[Date Prev][Date Next] [Chronological] [Thread] [Top]

(ITS#4655) is_utf8 function for ldapsearch w/ UTF-8 strings



Full_Name: Michael B Allen
Version: 
OS: 
URL: ftp://ftp.openldap.org/incoming/
Submission from: (NULL) (69.142.196.170)


I would like to contribute the below function in the public domain. This could
be used by ldapsearch and friends as an alternative to ldif_is_not_printable to
determine if an attribute value is a string or if it should be represented in
base64 (currently non-ASCII strings are simply base64 encoded).
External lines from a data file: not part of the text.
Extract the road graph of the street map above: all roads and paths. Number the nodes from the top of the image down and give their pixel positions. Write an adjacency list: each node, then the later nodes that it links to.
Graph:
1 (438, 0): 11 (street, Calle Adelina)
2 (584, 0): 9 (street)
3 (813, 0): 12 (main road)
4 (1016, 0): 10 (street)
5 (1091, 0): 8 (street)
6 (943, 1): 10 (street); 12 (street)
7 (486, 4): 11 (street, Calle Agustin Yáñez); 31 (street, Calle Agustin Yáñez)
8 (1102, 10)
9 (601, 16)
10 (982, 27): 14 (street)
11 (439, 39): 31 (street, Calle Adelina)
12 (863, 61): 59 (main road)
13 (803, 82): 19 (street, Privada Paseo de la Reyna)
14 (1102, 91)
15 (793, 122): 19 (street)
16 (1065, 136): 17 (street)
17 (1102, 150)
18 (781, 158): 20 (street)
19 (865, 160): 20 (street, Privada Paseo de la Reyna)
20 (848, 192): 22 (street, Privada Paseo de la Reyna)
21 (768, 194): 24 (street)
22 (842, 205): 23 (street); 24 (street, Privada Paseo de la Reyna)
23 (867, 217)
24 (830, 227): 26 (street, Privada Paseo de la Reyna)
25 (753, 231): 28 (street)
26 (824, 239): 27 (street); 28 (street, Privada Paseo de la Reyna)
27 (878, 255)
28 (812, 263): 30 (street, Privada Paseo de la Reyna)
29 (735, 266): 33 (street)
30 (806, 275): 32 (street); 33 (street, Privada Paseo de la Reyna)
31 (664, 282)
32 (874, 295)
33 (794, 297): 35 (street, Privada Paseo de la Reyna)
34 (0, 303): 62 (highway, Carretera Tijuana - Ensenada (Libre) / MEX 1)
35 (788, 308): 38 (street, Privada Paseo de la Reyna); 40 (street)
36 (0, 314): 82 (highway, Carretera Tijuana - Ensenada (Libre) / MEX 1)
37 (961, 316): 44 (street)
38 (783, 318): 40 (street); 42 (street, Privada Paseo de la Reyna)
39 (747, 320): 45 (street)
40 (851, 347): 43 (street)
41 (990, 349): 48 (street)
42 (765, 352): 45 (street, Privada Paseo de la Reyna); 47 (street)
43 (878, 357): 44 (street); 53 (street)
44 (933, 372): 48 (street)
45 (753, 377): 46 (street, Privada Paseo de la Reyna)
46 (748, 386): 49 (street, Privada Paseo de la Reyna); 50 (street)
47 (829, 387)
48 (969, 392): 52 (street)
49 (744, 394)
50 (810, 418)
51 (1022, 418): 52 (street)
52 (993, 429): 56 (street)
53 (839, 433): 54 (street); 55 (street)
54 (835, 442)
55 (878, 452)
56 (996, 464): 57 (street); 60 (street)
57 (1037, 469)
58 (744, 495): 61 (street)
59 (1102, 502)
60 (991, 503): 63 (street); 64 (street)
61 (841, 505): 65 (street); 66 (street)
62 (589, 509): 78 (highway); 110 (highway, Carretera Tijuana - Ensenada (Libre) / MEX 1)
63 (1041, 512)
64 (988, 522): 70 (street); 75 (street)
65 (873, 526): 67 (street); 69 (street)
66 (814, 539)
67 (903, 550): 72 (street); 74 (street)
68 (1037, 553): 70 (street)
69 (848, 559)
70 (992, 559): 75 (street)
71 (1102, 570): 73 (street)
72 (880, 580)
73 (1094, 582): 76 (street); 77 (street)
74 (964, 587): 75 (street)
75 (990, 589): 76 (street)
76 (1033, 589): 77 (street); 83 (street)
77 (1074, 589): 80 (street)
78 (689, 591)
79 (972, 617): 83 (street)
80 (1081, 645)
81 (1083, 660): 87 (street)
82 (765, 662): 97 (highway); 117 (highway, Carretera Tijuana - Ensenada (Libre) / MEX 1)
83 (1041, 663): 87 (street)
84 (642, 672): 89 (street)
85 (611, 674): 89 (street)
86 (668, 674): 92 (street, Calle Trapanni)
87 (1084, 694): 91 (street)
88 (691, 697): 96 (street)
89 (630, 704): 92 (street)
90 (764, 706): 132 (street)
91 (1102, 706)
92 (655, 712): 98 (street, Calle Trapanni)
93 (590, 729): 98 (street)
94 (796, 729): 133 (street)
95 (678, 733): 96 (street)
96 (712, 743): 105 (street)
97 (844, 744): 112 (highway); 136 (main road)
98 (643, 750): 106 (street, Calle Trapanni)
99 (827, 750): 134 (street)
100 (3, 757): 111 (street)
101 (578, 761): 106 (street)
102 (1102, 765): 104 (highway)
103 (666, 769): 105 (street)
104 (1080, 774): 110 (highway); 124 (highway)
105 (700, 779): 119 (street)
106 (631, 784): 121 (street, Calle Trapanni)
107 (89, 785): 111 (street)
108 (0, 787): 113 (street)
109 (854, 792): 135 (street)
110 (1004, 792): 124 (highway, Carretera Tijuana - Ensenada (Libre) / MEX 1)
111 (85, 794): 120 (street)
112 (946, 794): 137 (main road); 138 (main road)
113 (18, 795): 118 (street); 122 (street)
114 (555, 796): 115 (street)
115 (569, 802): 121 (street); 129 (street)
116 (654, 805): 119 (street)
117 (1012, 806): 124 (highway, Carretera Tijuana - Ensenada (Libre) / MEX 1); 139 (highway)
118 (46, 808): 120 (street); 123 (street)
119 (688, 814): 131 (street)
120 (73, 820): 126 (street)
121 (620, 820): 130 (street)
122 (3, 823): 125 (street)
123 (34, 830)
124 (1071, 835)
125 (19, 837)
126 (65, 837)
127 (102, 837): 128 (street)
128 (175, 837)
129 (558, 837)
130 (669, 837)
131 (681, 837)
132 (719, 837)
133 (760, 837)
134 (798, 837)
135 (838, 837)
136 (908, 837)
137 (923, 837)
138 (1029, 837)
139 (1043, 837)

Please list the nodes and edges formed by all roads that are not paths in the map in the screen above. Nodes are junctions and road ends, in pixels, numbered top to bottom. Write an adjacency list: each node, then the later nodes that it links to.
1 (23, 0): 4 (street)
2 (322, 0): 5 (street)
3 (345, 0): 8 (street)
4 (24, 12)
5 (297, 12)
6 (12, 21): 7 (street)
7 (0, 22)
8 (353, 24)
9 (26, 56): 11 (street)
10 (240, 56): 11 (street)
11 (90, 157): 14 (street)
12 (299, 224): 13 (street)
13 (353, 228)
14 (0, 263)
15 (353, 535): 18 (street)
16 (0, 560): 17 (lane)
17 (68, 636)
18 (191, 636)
Sorry for not submitting a patch. I'm setup for stock packages at the moment.

Mike

int
is_utf8(const unsigned char *src, int n)
{
    const unsigned char *slim = src + n;

    while (src < slim) {
        int wc;

        if (*src < 0x80) {
            src++;
        } else if ((*src & 0xE0) == 0xC0) {
            if ((slim - src) < 2) return 0;
            wc = (*src++ & 0x1F) << 6;
            if ((*src & 0xC0) != 0x80) {
                return 0;
            } else {
                wc |= *src & 0x3F;
            }
            if (wc < 0x80) {
                return 0;
            }
            src++;
        } else if ((*src & 0xF0) == 0xE0) {
            /* less common */
            if ((slim - src) < 3) return 0;
            wc = (*src++ & 0x0F) << 12;
            if ((*src & 0xC0) != 0x80) {
                return 0;
            } else {
                wc |= (*src++ & 0x3F) << 6;
                if ((*src & 0xC0) != 0x80) {
                    return 0;
                } else {
                    wc |= *src & 0x3F;
                }
            }
            if (wc < 0x800) {
                return 0;
            }
            src++;
        } else {
            /* very unlikely */
            return 0;
        }
    }

    /* it's UTF-8 */
    return 1;
}